## Pixel coordinate listings
══════

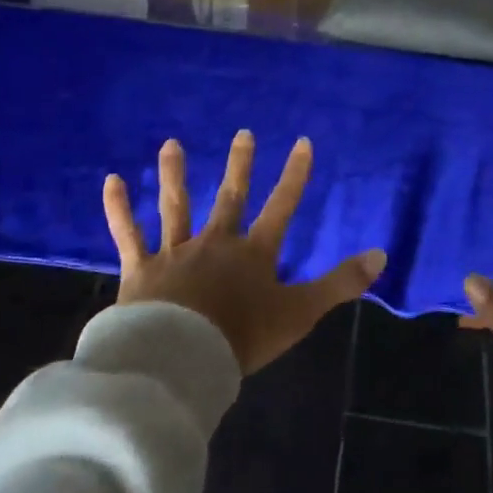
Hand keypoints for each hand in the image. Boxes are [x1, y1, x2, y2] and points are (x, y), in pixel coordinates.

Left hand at [103, 132, 384, 374]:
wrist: (181, 359)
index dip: (294, 175)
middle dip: (240, 165)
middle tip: (243, 133)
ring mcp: (176, 253)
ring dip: (175, 174)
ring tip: (170, 145)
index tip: (302, 142)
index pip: (281, 206)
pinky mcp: (141, 269)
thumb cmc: (242, 337)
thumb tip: (381, 255)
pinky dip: (119, 209)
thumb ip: (341, 284)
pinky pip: (128, 234)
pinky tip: (111, 181)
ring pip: (176, 206)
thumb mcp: (300, 312)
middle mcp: (216, 243)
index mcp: (254, 253)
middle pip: (230, 197)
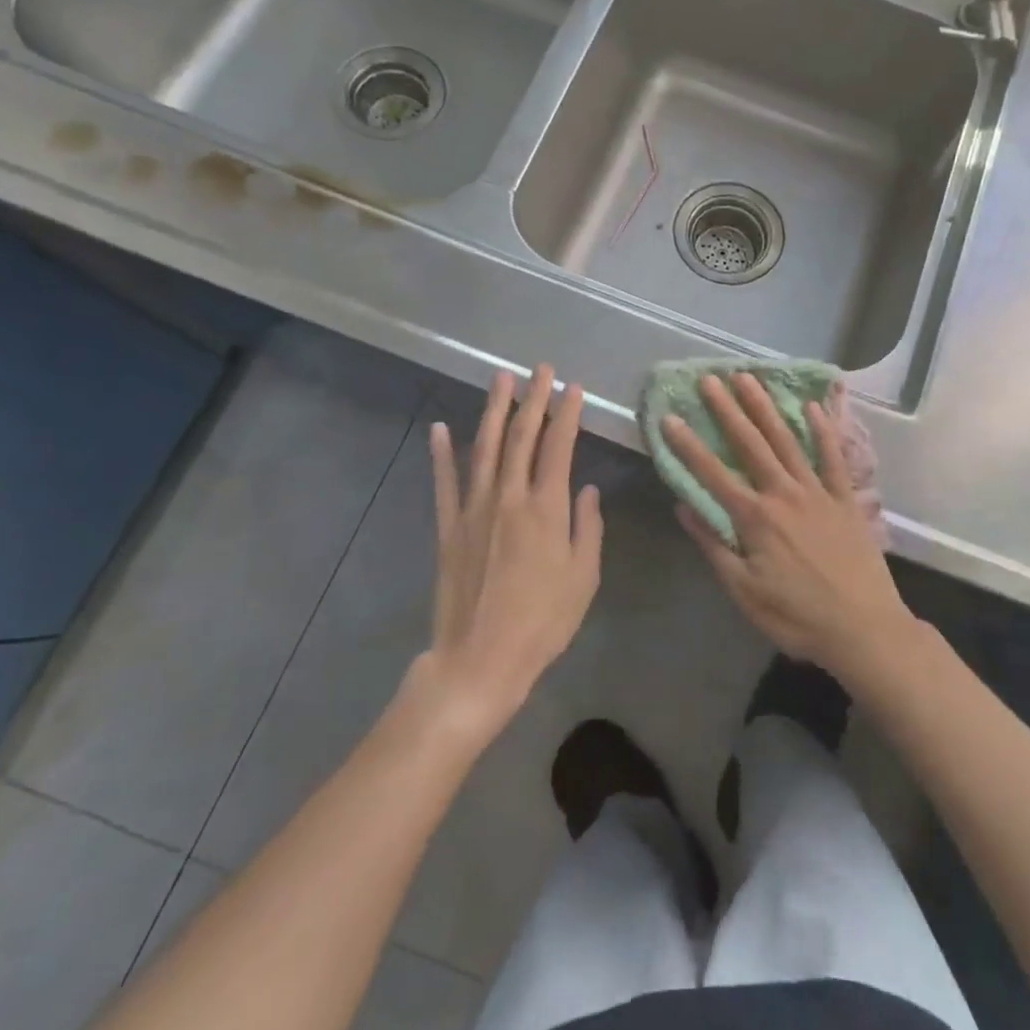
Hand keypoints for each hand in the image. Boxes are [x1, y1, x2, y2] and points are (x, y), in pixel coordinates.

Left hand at [418, 365, 602, 735]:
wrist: (480, 659)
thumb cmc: (542, 622)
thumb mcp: (584, 577)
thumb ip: (588, 527)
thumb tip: (587, 489)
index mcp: (546, 508)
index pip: (559, 446)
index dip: (567, 414)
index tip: (573, 388)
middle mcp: (509, 497)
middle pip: (522, 437)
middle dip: (533, 399)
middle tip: (541, 370)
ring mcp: (474, 509)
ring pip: (485, 448)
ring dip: (494, 411)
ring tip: (501, 380)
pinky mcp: (449, 527)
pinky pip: (445, 482)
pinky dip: (442, 453)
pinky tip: (441, 428)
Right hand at [662, 373, 913, 682]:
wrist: (864, 629)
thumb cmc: (797, 617)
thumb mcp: (744, 592)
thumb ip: (714, 546)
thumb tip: (683, 507)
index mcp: (755, 518)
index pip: (712, 474)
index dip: (688, 445)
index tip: (670, 417)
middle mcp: (784, 494)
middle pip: (750, 444)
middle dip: (727, 410)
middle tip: (710, 378)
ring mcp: (818, 492)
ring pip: (787, 441)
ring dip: (766, 408)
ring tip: (750, 378)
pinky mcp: (846, 499)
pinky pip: (833, 458)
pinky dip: (823, 431)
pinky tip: (813, 407)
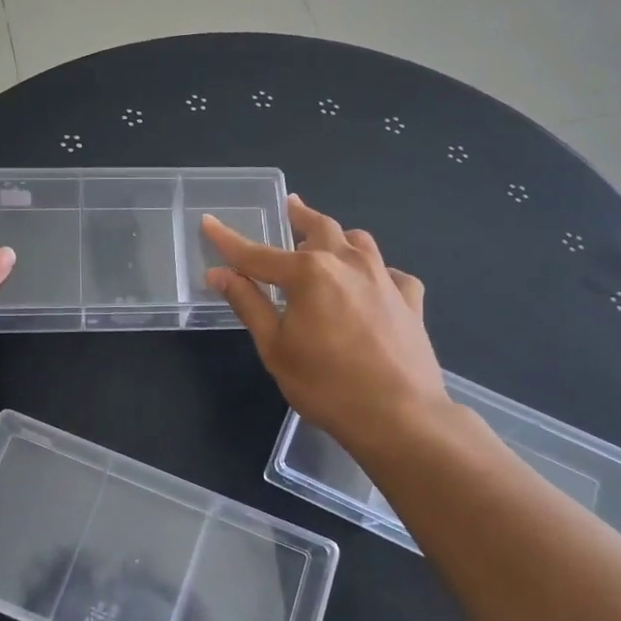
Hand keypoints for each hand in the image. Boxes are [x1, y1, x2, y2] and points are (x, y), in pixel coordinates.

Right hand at [203, 195, 448, 455]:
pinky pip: (392, 273)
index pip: (258, 253)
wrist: (400, 415)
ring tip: (328, 240)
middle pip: (319, 228)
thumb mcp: (275, 347)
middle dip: (299, 215)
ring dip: (339, 237)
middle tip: (290, 205)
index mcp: (308, 272)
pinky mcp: (410, 301)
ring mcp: (385, 278)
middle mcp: (348, 263)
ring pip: (359, 242)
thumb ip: (248, 304)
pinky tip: (373, 284)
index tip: (209, 223)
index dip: (229, 240)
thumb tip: (219, 273)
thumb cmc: (326, 384)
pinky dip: (377, 271)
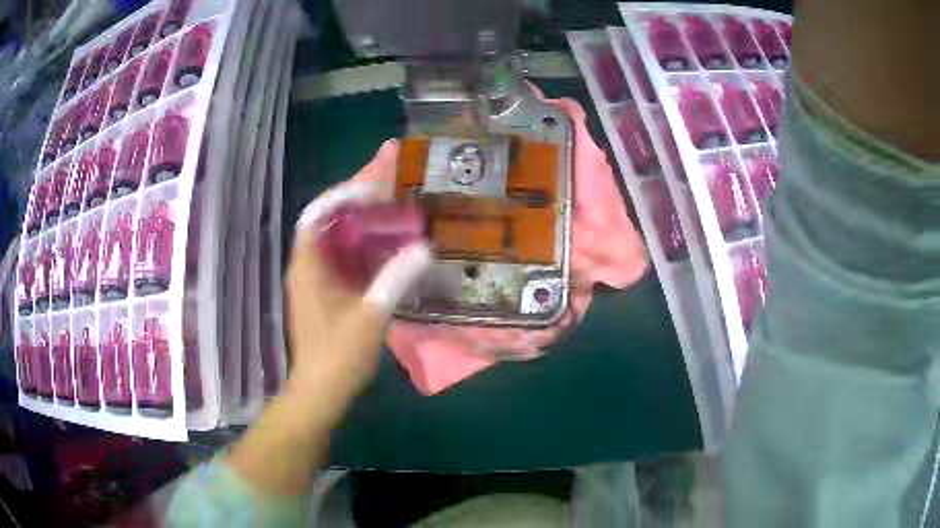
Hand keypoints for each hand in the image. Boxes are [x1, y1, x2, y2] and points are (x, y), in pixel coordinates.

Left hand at [226, 145, 428, 496]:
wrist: (321, 393)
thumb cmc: (338, 355)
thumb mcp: (371, 316)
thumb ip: (396, 278)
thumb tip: (424, 248)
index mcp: (307, 267)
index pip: (316, 214)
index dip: (341, 196)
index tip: (373, 191)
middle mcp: (305, 268)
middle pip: (326, 223)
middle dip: (354, 206)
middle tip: (388, 196)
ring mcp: (313, 282)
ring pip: (334, 242)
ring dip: (358, 227)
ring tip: (390, 215)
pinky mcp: (323, 296)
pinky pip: (340, 261)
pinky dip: (360, 250)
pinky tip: (385, 252)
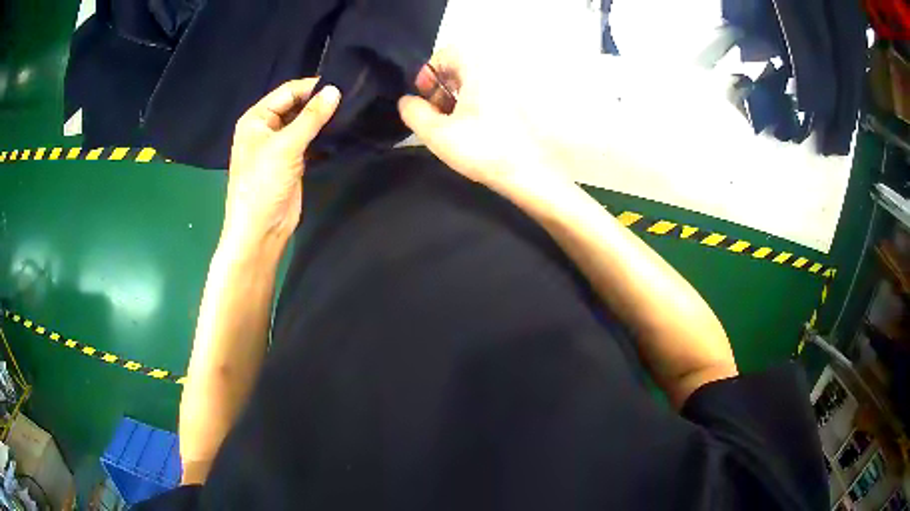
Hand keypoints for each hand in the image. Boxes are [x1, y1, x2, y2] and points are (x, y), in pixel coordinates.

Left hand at [223, 79, 339, 247]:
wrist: (261, 230)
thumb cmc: (263, 184)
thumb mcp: (286, 146)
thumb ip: (311, 117)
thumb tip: (335, 90)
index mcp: (256, 118)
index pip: (288, 91)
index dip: (312, 87)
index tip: (343, 84)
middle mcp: (266, 128)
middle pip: (296, 105)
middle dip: (319, 102)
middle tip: (352, 97)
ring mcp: (279, 145)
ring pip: (304, 123)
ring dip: (323, 119)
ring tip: (352, 111)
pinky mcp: (292, 160)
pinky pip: (309, 140)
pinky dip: (323, 135)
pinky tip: (343, 131)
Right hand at [397, 49, 557, 192]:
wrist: (538, 172)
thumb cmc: (485, 148)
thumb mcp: (438, 133)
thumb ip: (414, 113)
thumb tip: (407, 101)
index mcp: (479, 65)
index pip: (445, 54)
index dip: (427, 75)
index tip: (423, 99)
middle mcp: (501, 67)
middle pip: (462, 67)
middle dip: (443, 88)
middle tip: (436, 115)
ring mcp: (517, 85)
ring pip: (478, 82)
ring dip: (460, 99)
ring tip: (455, 127)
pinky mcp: (526, 103)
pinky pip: (494, 94)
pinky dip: (480, 106)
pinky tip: (478, 132)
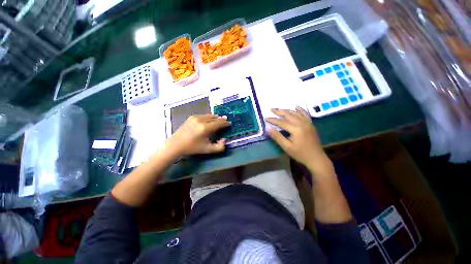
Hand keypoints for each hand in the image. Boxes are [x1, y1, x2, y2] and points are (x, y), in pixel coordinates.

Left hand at [165, 114, 230, 156]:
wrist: (176, 144)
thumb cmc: (193, 148)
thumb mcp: (208, 150)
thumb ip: (220, 147)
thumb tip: (224, 139)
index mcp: (205, 128)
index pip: (219, 123)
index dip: (225, 123)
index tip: (229, 123)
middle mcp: (201, 120)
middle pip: (215, 118)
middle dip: (221, 119)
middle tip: (226, 120)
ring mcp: (196, 117)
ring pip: (210, 115)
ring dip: (216, 117)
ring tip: (220, 119)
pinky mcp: (192, 117)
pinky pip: (204, 115)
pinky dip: (209, 117)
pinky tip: (210, 120)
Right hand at [266, 106, 332, 175]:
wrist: (316, 158)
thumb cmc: (300, 154)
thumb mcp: (287, 147)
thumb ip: (277, 137)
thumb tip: (268, 128)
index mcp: (296, 129)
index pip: (281, 122)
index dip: (273, 120)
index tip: (266, 118)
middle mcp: (302, 123)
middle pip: (289, 115)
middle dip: (279, 111)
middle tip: (272, 109)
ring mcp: (308, 123)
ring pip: (296, 113)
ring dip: (287, 110)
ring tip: (280, 109)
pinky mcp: (311, 125)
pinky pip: (305, 114)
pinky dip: (300, 110)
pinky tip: (296, 107)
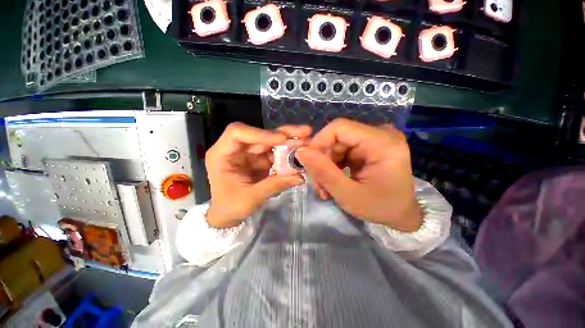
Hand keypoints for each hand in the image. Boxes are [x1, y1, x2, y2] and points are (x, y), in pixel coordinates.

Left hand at [205, 123, 311, 227]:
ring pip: (271, 142)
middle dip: (283, 133)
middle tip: (305, 131)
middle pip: (260, 135)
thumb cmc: (230, 207)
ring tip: (308, 139)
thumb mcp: (250, 198)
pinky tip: (301, 152)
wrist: (227, 214)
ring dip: (289, 141)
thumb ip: (274, 185)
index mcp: (222, 154)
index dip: (261, 134)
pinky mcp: (260, 159)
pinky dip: (288, 154)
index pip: (238, 133)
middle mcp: (236, 149)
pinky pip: (276, 153)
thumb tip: (300, 177)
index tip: (282, 140)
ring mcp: (249, 153)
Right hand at [295, 119, 421, 230]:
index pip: (339, 127)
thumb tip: (301, 151)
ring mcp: (375, 139)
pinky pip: (342, 150)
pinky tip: (332, 180)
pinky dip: (333, 165)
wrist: (401, 214)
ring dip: (326, 165)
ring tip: (324, 187)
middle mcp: (380, 134)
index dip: (318, 141)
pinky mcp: (369, 147)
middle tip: (317, 184)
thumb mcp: (348, 194)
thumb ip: (323, 172)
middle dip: (322, 159)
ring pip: (337, 144)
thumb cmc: (380, 207)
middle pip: (337, 137)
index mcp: (382, 142)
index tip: (307, 162)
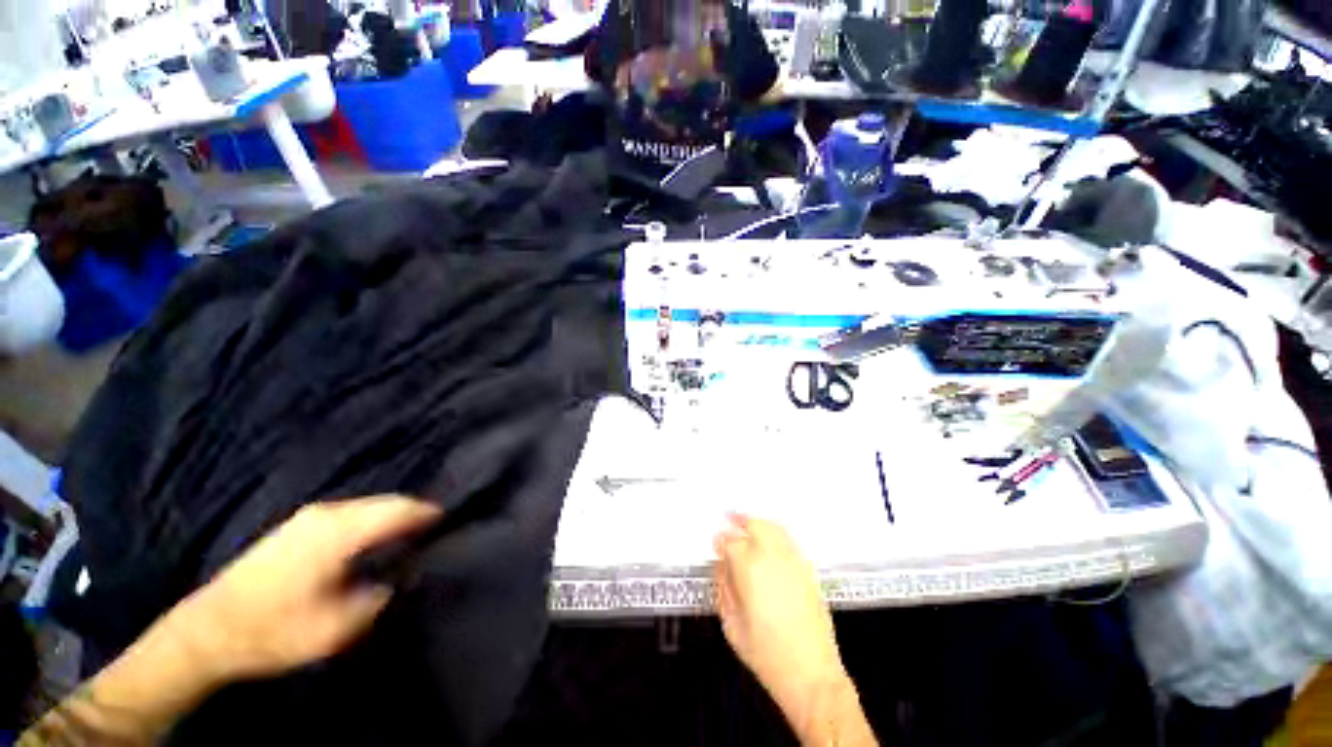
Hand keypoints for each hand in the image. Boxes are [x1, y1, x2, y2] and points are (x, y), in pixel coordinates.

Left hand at [164, 496, 441, 683]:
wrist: (207, 631)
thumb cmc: (272, 631)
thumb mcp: (334, 628)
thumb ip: (378, 598)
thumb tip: (402, 576)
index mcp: (337, 533)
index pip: (397, 510)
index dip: (428, 513)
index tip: (453, 520)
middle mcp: (326, 514)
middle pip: (385, 503)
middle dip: (413, 513)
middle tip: (438, 529)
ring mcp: (308, 517)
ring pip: (367, 506)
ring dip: (392, 516)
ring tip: (413, 534)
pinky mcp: (297, 526)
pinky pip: (350, 513)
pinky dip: (371, 520)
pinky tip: (375, 539)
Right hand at [713, 515, 845, 710]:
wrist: (811, 674)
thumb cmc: (765, 654)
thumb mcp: (731, 624)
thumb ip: (723, 588)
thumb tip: (721, 565)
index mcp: (749, 568)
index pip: (730, 541)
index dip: (720, 540)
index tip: (716, 543)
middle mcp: (772, 557)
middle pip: (755, 525)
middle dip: (740, 521)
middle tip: (730, 520)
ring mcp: (794, 561)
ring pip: (774, 528)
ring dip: (758, 523)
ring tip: (748, 524)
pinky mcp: (808, 570)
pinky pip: (789, 541)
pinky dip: (776, 533)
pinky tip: (770, 541)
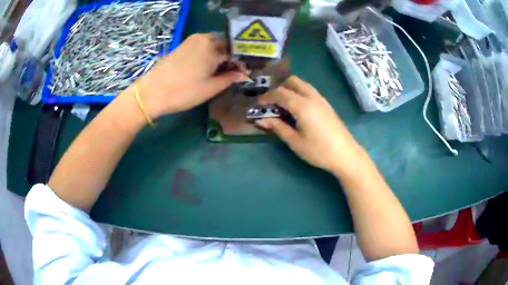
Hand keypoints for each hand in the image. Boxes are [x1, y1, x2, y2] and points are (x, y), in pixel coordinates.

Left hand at [135, 33, 246, 117]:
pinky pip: (202, 46)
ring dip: (220, 56)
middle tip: (232, 73)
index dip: (241, 63)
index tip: (244, 74)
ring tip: (220, 71)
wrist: (151, 93)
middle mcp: (204, 38)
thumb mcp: (210, 88)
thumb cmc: (183, 92)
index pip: (235, 52)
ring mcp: (192, 40)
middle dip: (231, 57)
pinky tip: (207, 67)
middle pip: (225, 45)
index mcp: (213, 47)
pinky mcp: (183, 45)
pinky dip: (208, 54)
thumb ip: (229, 78)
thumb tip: (243, 75)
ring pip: (213, 45)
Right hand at [256, 76, 362, 172]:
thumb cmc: (319, 151)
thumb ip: (278, 127)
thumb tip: (261, 119)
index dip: (267, 96)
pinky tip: (297, 108)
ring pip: (302, 85)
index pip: (280, 93)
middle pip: (292, 81)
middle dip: (279, 87)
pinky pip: (309, 91)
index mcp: (302, 105)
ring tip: (283, 104)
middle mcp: (312, 97)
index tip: (259, 103)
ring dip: (290, 89)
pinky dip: (299, 93)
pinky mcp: (327, 105)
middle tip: (271, 101)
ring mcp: (321, 99)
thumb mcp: (295, 142)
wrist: (346, 155)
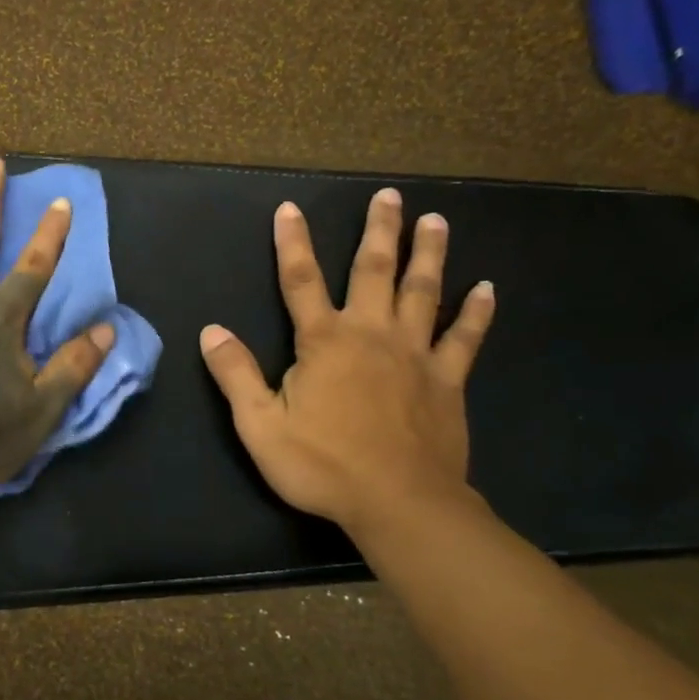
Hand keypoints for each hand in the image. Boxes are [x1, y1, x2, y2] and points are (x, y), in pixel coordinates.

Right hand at [199, 189, 494, 533]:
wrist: (399, 504)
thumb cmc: (322, 465)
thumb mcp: (260, 425)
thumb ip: (236, 374)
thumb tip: (211, 330)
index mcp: (324, 342)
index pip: (300, 281)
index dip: (293, 243)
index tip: (290, 208)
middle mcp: (371, 334)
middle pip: (374, 271)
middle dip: (378, 231)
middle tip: (390, 195)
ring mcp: (415, 355)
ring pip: (424, 292)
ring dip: (428, 254)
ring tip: (436, 220)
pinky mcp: (447, 381)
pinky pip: (464, 338)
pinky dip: (476, 313)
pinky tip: (487, 288)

══════

## WHAT THE TASK REQUIRES
Each line holding the word "Left" must be copied from the data.

## WRITTEN RESPONSE
Left hand at [103, 132, 384, 374]:
Left hand at [418, 365, 602, 735]:
Left hand at [226, 145, 428, 496]:
Left hand at [223, 79, 339, 247]:
Left hand at [165, 114, 230, 156]:
Left hand at [205, 123, 311, 227]:
Left hand at [164, 496, 441, 683]:
Left hand at [135, 33, 246, 117]:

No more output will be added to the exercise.